The SHEV has three key features. First, SHEV holders will be expected to work in “designated, self-nominated” regional areas. Second, the SHEV offers holders five years of residency instead of the three-year limit of a TPV. Last, according to the immigration minister, SHEV holders who have worked in regional Australia without requiring access to income support for three-and-a-half years will be able to apply for other onshore visas (e.g. family, skilled or student).
In a policy area that has been characterised by hard-line approaches, the SHEV seems to provide a shard of hope for those irregular immigrants seeking long-term asylum in Australia. However, is the SHEV the policy “carrot” that it initially appears to be? Or does the requirement to settle in regional Australia make it just another “stick” approach in contemporary immigration policy?
‘Regionalisation’ policy revived
While not a new policy solution, the push for regionalised approaches to Australia’s immigration policy re-emerged in the 1990s. This arose from a number of concerns.
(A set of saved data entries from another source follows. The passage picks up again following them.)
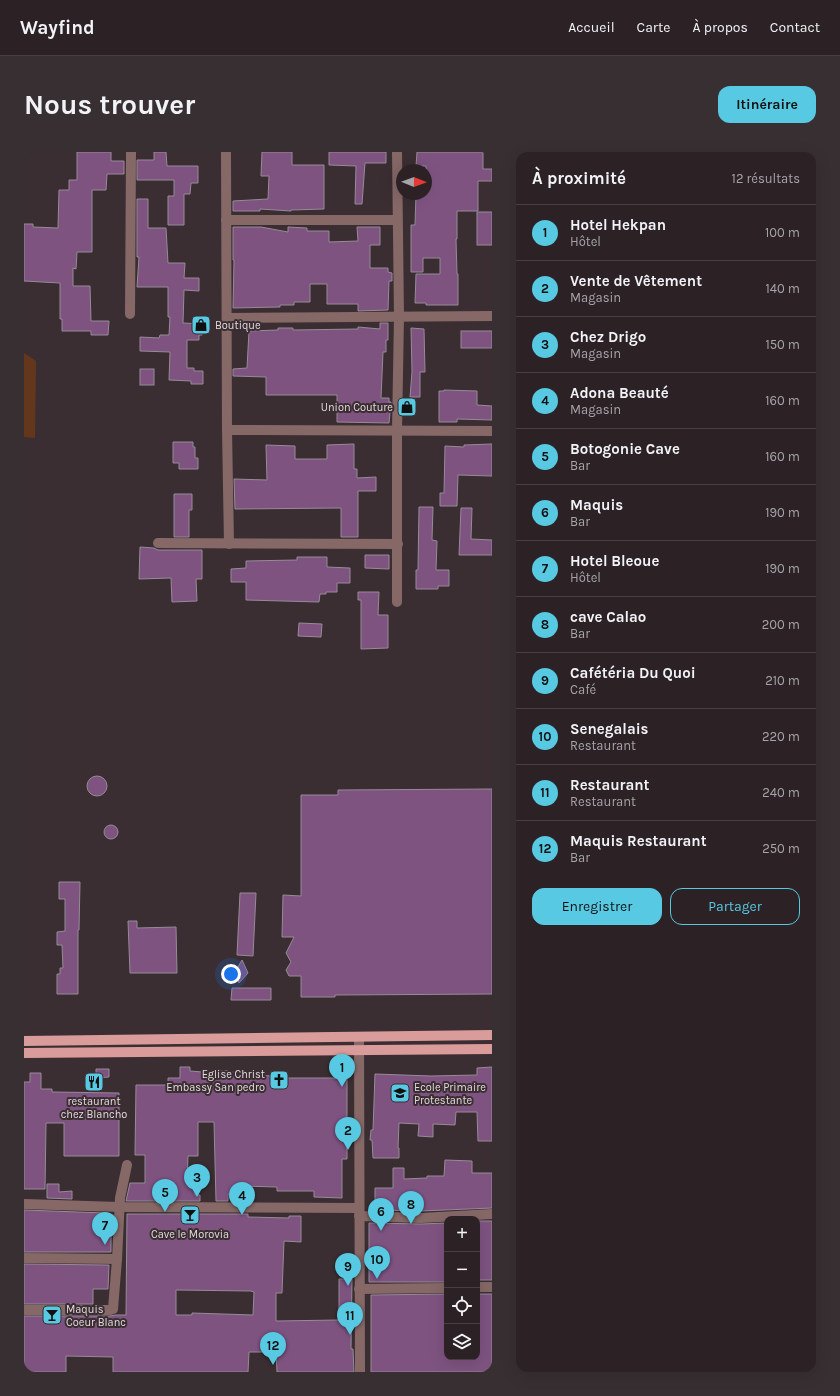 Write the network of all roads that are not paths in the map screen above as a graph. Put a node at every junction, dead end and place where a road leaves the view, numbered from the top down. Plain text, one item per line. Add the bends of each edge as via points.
1 (131, 152) edge
2 (226, 152) edge
3 (397, 152) edge
4 (226, 220) junction
5 (397, 220) junction
6 (130, 314) dead end
7 (399, 316) junction
8 (492, 316) edge
9 (226, 318) junction
10 (227, 430) junction
11 (397, 430) junction
12 (492, 431) edge
13 (158, 542) dead end
14 (229, 544) junction
15 (398, 544) junction
16 (397, 602) dead end
17 (492, 1035) edge
18 (359, 1037) junction
19 (24, 1041) edge
20 (492, 1049) edge
21 (358, 1050) junction
22 (24, 1053) edge
23 (127, 1165) dead end
24 (24, 1204) edge
25 (119, 1207) junction
26 (359, 1212) junction
27 (492, 1214) edge
28 (24, 1258) edge
29 (117, 1259) junction
30 (492, 1287) edge
31 (444, 1288) edge
32 (480, 1288) edge
33 (359, 1289) junction
34 (24, 1310) edge
35 (360, 1372) edge

1 - 6 street
2 - 4 street
3 - 5 street
4 - 5 street
4 - 9 street
5 - 7 street
7 - 8 street
7 - 9 street
7 - 11 street
9 - 10 street
10 - 11 street
10 - 14 street
11 - 12 street
11 - 15 street
13 - 14 street
14 - 15 street
15 - 16 street
17 - 18 main road
18 - 19 main road
18 - 21 street
20 - 21 main road
21 - 22 main road
21 - 26 street
23 - 25 street
24 - 25 street
25 - 26 street
25 - 29 street
26 - 27 street via 421,1218
26 - 33 street
28 - 29 street
29 - 34 street via 112,1310
30 - 32 street
31 - 33 street
33 - 35 street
First were the pressures on urban infrastructure (transport, housing etc), which high levels of immigration were believed to be exacerbating. Second, it was argued that the benefits of immigration needed to be more evenly distributed between urban and rural Australia. Third, it had also become clear that the beginnings of economic revival in many rural regions were in jeopardy because of skills shortages.
Responding to these concerns, the federal government, in conjunction with state and territory governments, developed a raft of “State-Specific and Regional Migration” (SSRM) schemes in the mid-1990s. The initial SSRMs have subsequently been accompanied by other regional immigration policies. These range from regional 457 Visas to the Pacific Seasonal Worker Pilot Scheme (2008).
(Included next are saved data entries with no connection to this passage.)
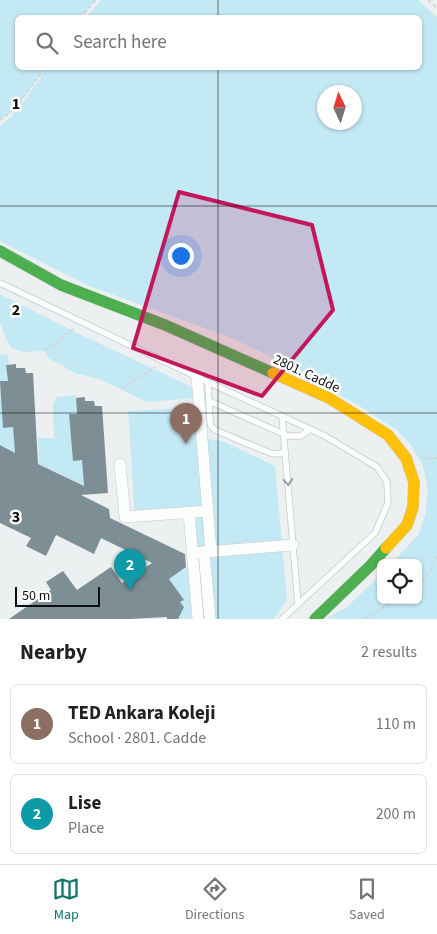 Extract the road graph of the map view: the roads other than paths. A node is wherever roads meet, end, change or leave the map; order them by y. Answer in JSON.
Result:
{"nodes":[{"id":1,"x":0,"y":251,"type":"edge"},
{"id":2,"x":0,"y":283,"type":"edge"},
{"id":3,"x":197,"y":377,"type":"junction"},
{"id":4,"x":208,"y":382,"type":"junction"},
{"id":5,"x":209,"y":401,"type":"junction"},
{"id":6,"x":282,"y":416,"type":"junction"},
{"id":7,"x":310,"y":429,"type":"junction"},
{"id":8,"x":284,"y":434,"type":"junction"},
{"id":9,"x":285,"y":452,"type":"junction"},
{"id":10,"x":120,"y":464,"type":"dead end"},
{"id":11,"x":208,"y":511,"type":"junction"},
{"id":12,"x":189,"y":513,"type":"junction"},
{"id":13,"x":293,"y":545,"type":"junction"},
{"id":14,"x":208,"y":552,"type":"junction"},
{"id":15,"x":192,"y":553,"type":"junction"},
{"id":16,"x":298,"y":604,"type":"junction"},
{"id":17,"x":198,"y":619,"type":"edge"},
{"id":18,"x":210,"y":619,"type":"edge"},
{"id":19,"x":282,"y":619,"type":"edge"},
{"id":20,"x":315,"y":619,"type":"edge"}],
"edges":[{"from":1,"to":20,"type":"street","name":"2801. Cadde"},
{"from":2,"to":3,"type":"lane"},
{"from":3,"to":4,"type":"lane"},
{"from":3,"to":11,"type":"street"},
{"from":4,"to":5,"type":"lane"},
{"from":4,"to":6,"type":"lane"},
{"from":5,"to":8,"type":"lane"},
{"from":5,"to":9,"type":"lane"},
{"from":6,"to":7,"type":"lane"},
{"from":6,"to":8,"type":"lane"},
{"from":7,"to":8,"type":"lane"},
{"from":7,"to":16,"type":"lane"},
{"from":8,"to":9,"type":"lane"},
{"from":9,"to":13,"type":"lane","one_way":true},
{"from":10,"to":12,"type":"street"},
{"from":11,"to":12,"type":"street"},
{"from":11,"to":14,"type":"street"},
{"from":12,"to":15,"type":"street"},
{"from":13,"to":14,"type":"street"},
{"from":13,"to":16,"type":"lane"},
{"from":14,"to":15,"type":"street"},
{"from":14,"to":18,"type":"street"},
{"from":15,"to":17,"type":"street"},
{"from":16,"to":19,"type":"lane"}]}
The “regionalisation” of Australia’s immigration program marked a significant departure from the post-World War II immigration and settlement practice in three ways.
First, in effect, these schemes have created two classes of immigrants: one group who can settle where they wish, while another is restricted to where they can settle (at least for the initial years). Second, it now allows states and territories to take a more active and direct role in the immigration program. Last, it has linked immigration specifically to regional development.
A look at the record of regional programs
In the short term, the various SSRM visa programs seem to have been highly successful. According to Professor Graham Hugo, the impact of the SSRM programs has been significant, with numbers trebling between 2006-07 and 2010-11.
Furthermore, the occupations of immigrants given regional visas reflect skill shortages in these areas such as medical professions, tourism and meat processing. Last, many SSRM immigrants are in their 20s and 30s and have provided an important demographic offset to the net loss of youth that regional Australia has been experiencing for decades.
The long-term impacts are less certain. Evidence from the UK and US suggest that immigration into regional areas produces new and ongoing internal migration patterns. If this trend plays out in Australia, then it will go a long way to assuring the long-term success of the SSRM programs.
However, a number of factors also need to be accounted for. First, service provision is essential. This includes language training and access to housing, employment and education. Second, racism can undermine the best institutional structures to welcome immigrants and poses a barrier to the sustainability of immigration into some regions.
Win-win or lose-lose?
So now we return to the question at hand: is the SHEV a carrot or stick approach in policy terms? Well that all depends on how the specifics of this policy play out.
In the stick camp, the SHEV continues the two-class system that is a feature of SSRM schemes. Likewise, if the SHEV is meant to be part of a range of temporary visas designed to deter those irregularly seeking asylum then the introduction of the SHEV seems to be only further reinforcing negative stereotypes of regional Australia - places that only those who have no other choice select to live in.
Yet on the carrot side, it seems that SHEV holders may be able to carve out a means of residing in Australia beyond the five years offered by this visa. This marks an important, if ever so slight, shift in policy.